The Drums: Fun fun fun

Publicado

en

Hay bandas que están tan afiatadas y llevan tantos años en este negocio, que tocan sabiendo de memoria su repertorio. Hay otras, que utilizan una serie de clichés on stage para lograr cercanía con el público. La bandera chilena, la camiseta de la selección nacional, las palabras lindas hasta el hartazgo. Y hay bandas como The Drums, que sospechosamente aún no aprenden a hacer nada de eso. O es que quizás no lo han querido utilizar aún. Y es que la banda oriunda de Brooklyn se paró en Santiago para dar el último concierto de la gira promocional de “Portamento” (2011), disco que traería una evolución en todo sentido. Y fue cosa de esperar los primeros sonidos para contar con “What You Were”, y esa guitarra que emanaba a Bernard Sumner en su etapa Joy Division.

Es interesante racionalizar la evolución sonora. En numerosas entrevistas, Jonathan Pierce habla de lo casi adolescente de su disco debut “The Drums” (2010). Eso salta fuertemente a la vista al escuchar la seguidilla de canciones “antiguas” como “Best Friend” y “Me And The Moon”, y pasar de un momento a otro, a una de un corte mucho más oscuro como “If He Likes It Let Him Do It” o “Books Of Revelations”, aunque hablar de oscuridad en The Drums es un poco complejo por la naturaleza de su sonido creado para bailar. Pero todos saben que si este ritmo es decodificado, los sonidos más agrios de Manchester de la primera mitad de los 80’s quedarían al desnudo.

Jonathan Pierce tiene ese sutil, pero evidente comportamiento en el escenario con aires de otro grande de Joy Division, Ian Curtis. Movimientos suaves, a veces descoordinados, pero lo hace con una naturalidad y frescura que el público agradece. Es realmente cercano a la audiencia, casi sin palabras, pero con un lenguaje corporal que al menos nos hacen creer que lo está disfrutando.

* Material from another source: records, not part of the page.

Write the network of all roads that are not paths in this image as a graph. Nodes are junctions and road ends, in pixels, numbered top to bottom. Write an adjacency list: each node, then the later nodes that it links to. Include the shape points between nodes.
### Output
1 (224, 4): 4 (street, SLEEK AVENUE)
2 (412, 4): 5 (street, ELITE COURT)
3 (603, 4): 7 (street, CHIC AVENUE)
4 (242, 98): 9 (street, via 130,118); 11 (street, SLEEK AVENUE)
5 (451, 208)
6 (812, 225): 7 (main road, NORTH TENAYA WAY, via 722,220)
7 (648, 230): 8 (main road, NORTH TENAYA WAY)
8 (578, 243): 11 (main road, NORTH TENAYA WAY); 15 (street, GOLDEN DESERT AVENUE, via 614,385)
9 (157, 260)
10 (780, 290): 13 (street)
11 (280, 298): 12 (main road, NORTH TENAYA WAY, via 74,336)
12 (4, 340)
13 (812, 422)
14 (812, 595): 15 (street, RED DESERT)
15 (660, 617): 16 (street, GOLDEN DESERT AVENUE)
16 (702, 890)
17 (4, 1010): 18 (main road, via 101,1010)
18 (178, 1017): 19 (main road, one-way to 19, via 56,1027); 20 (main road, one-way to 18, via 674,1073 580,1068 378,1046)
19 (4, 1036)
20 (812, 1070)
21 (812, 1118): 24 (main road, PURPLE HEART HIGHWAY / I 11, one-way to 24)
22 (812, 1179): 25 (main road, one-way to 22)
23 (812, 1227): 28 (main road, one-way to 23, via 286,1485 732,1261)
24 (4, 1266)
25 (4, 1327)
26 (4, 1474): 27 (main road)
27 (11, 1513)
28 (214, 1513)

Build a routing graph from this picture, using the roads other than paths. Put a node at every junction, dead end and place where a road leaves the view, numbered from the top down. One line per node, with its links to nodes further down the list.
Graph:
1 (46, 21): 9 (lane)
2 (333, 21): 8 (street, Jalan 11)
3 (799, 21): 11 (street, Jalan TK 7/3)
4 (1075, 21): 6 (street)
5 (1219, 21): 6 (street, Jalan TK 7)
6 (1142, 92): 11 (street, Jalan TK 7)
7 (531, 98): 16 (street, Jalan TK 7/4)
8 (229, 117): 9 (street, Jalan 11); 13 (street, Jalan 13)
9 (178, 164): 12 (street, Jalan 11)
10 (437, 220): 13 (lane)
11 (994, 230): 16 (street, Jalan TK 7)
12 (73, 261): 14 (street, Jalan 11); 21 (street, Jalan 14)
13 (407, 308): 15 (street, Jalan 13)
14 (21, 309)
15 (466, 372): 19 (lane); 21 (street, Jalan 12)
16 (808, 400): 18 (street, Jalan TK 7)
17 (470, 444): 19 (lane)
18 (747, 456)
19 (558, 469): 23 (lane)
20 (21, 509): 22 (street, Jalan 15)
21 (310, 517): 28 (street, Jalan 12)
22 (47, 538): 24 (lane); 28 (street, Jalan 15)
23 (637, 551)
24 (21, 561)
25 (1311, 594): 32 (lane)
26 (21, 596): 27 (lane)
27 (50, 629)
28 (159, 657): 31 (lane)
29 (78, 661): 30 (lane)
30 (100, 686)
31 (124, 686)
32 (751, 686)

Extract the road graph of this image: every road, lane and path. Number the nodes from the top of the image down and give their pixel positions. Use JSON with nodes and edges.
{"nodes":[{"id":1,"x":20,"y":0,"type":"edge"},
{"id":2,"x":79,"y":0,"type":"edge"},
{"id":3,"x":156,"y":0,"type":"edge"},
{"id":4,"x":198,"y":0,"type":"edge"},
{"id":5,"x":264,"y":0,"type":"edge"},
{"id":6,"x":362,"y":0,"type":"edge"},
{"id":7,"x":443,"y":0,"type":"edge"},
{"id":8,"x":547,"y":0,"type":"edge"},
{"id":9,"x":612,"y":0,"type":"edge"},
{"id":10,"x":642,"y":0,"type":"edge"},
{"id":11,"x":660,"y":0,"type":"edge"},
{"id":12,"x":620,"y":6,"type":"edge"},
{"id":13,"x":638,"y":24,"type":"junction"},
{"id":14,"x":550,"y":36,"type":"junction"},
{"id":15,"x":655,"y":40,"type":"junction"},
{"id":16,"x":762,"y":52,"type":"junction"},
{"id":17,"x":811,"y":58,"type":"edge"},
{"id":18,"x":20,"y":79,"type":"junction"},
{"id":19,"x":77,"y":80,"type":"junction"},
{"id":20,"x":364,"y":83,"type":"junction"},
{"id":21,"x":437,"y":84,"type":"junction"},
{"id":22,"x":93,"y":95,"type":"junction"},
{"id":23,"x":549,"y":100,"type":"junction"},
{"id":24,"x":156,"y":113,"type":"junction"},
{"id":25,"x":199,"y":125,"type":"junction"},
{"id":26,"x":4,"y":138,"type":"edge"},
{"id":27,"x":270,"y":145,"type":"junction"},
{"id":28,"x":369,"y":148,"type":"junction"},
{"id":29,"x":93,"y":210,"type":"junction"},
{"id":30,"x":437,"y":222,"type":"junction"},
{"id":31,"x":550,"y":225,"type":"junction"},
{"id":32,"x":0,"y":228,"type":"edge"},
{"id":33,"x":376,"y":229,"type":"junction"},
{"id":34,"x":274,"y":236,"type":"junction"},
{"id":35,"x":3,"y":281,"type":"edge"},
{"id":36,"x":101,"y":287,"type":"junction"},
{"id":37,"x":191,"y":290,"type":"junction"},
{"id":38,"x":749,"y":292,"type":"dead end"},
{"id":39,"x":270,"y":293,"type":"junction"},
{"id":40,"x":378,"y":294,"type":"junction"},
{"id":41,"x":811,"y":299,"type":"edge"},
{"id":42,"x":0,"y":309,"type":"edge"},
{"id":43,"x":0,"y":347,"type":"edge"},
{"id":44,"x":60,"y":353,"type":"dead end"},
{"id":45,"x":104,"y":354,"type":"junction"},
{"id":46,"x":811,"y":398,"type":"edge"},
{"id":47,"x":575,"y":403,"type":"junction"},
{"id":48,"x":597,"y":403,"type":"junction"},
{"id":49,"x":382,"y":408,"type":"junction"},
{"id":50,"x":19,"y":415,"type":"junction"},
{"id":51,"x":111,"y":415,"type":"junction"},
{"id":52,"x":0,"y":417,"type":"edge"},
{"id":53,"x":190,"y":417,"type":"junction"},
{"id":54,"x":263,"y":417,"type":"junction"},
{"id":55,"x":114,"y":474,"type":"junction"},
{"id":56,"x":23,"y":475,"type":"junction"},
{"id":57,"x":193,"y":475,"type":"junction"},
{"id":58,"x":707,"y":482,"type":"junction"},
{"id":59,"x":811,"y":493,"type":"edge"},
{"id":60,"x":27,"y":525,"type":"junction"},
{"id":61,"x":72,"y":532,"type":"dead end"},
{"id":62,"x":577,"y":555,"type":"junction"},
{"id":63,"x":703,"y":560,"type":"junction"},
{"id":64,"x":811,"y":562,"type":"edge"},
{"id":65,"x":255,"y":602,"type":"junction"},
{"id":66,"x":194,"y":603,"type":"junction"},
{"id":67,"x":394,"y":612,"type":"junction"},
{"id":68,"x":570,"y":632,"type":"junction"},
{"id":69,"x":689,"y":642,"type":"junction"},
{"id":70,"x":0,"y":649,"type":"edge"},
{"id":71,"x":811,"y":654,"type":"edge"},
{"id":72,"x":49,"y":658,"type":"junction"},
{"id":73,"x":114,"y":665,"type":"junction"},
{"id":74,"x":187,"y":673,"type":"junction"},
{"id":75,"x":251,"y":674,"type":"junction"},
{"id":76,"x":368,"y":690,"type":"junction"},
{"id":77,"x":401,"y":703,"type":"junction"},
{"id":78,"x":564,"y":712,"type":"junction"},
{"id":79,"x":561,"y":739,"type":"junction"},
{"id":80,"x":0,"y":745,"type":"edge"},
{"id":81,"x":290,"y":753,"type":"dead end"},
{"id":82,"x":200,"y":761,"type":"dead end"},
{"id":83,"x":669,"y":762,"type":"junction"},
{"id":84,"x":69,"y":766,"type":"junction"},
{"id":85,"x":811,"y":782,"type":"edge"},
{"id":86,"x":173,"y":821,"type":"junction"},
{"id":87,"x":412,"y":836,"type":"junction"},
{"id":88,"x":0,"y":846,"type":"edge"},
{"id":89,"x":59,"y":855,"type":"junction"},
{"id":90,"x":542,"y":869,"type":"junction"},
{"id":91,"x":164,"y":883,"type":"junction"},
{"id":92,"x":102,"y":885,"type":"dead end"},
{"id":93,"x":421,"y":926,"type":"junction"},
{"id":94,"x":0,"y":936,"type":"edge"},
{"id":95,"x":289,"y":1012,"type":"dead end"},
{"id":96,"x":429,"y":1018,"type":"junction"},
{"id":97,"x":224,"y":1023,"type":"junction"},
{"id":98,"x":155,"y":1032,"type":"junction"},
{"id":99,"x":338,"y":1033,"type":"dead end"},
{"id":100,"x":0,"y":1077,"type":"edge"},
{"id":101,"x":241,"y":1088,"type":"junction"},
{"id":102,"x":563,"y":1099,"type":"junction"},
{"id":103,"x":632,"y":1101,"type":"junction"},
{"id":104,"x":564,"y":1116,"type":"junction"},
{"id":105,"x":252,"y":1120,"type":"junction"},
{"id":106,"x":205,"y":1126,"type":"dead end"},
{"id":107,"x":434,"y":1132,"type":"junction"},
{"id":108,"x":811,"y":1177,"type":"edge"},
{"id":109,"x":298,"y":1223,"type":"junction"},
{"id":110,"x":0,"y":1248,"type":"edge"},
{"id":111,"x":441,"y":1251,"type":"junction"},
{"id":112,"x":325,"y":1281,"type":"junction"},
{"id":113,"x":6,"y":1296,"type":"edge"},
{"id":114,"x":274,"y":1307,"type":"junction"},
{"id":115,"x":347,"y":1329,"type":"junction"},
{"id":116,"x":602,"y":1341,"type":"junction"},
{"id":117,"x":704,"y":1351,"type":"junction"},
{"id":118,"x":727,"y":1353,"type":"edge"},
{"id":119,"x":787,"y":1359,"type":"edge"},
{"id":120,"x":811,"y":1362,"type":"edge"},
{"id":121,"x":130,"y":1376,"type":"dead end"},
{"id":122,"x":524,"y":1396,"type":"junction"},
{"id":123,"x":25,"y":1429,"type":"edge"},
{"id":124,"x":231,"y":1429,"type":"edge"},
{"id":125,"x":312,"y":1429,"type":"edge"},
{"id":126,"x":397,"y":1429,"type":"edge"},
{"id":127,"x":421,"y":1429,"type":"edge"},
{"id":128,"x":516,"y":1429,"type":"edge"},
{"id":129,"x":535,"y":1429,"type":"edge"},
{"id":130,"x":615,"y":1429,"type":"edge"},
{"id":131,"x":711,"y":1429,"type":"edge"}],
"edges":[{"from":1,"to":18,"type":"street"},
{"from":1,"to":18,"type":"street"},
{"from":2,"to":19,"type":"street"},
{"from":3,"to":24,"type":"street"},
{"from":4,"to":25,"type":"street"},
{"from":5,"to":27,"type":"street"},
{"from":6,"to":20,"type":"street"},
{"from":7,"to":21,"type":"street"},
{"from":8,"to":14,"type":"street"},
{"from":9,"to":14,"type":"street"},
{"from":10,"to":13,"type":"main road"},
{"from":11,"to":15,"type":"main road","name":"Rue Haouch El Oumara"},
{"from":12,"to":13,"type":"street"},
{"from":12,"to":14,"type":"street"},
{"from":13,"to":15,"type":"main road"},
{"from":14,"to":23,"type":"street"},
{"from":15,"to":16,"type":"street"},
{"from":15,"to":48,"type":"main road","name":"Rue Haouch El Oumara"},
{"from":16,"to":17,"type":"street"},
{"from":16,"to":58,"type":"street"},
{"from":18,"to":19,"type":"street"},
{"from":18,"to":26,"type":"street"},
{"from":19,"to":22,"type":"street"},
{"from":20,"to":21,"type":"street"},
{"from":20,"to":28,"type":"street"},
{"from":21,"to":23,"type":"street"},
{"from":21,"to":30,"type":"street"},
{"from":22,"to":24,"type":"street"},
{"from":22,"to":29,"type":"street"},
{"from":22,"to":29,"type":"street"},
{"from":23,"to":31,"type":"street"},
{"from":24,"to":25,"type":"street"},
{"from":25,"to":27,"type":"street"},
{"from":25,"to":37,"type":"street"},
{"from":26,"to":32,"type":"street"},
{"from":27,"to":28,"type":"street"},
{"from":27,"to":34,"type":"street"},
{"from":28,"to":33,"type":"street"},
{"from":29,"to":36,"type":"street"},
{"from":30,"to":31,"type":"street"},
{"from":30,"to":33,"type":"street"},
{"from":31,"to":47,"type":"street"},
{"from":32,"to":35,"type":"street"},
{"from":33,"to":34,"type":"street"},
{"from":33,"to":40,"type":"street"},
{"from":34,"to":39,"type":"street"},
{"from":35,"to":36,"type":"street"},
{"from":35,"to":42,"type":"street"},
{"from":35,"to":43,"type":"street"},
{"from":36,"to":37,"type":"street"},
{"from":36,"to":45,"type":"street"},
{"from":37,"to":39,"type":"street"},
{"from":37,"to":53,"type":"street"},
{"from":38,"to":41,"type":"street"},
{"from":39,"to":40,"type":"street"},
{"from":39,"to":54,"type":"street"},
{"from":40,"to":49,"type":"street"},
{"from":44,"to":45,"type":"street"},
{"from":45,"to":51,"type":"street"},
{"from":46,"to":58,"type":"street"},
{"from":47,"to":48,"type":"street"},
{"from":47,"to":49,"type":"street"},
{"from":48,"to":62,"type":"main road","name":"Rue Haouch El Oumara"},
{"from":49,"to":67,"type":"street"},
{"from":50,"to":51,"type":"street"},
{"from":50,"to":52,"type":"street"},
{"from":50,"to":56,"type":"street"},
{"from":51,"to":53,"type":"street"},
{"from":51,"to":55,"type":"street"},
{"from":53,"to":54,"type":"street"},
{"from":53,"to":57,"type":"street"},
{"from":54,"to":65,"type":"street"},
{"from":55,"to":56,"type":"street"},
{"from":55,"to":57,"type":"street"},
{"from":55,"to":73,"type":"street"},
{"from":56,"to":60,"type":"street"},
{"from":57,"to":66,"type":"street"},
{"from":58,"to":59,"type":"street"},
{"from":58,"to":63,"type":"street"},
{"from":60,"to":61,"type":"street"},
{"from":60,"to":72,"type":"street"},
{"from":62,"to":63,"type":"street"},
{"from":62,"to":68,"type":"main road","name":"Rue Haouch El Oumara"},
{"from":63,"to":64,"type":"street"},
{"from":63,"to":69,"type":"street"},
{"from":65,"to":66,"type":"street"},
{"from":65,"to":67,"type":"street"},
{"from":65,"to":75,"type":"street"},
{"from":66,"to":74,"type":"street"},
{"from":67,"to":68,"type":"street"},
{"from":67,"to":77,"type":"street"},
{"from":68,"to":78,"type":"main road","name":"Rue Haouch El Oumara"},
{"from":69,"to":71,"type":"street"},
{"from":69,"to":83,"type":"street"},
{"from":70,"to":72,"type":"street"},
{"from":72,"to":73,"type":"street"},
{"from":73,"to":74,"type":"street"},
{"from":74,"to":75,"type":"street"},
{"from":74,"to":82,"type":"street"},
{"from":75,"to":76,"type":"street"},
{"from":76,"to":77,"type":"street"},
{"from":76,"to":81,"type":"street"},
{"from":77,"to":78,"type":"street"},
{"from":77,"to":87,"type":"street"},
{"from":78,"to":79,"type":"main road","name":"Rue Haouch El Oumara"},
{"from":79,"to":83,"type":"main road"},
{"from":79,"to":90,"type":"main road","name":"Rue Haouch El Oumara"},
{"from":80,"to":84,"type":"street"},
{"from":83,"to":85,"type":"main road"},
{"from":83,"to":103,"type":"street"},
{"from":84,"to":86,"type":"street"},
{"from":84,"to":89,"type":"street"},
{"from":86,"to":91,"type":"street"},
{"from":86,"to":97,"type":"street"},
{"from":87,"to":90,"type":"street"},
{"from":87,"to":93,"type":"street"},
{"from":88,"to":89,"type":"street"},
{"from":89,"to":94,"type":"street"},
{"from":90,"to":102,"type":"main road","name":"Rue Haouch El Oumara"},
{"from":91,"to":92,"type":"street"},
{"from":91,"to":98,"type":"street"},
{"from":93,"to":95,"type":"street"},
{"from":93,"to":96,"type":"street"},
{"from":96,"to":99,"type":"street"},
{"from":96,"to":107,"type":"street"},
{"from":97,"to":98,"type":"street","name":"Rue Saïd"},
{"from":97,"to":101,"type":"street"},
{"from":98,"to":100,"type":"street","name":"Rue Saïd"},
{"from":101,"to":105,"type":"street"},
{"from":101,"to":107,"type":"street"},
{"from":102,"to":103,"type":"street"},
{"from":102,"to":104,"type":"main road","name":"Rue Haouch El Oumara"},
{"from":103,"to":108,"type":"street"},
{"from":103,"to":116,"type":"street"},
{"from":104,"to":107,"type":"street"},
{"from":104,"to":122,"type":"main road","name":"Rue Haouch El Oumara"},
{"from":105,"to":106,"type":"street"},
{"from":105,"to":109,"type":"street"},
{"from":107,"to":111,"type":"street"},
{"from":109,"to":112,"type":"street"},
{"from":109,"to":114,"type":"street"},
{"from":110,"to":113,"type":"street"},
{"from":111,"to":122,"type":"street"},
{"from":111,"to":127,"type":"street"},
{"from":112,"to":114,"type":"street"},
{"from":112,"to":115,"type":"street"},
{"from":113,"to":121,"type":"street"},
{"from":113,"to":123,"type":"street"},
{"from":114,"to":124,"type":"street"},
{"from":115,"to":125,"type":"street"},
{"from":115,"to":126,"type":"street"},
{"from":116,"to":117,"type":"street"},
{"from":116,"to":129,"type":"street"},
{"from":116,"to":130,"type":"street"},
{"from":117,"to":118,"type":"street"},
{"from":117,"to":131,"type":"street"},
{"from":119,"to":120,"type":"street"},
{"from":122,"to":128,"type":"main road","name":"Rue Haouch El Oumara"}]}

Esta vez, como quinteto, logran un resultado extraño, por decir lo menos. No hay un real fiato entre ellos en el escenario, pero pareciera no molestar ya que, en cuanto a interpretación, funcionan a la perfección, salvo por algunos pequeños detalles de la batería. Aún así, los distintos pasajes musicales suenan con métrica cuadrada, y el final de “Days” suena más llamativo que nunca y le hace un flaco favor a su símil en vivo.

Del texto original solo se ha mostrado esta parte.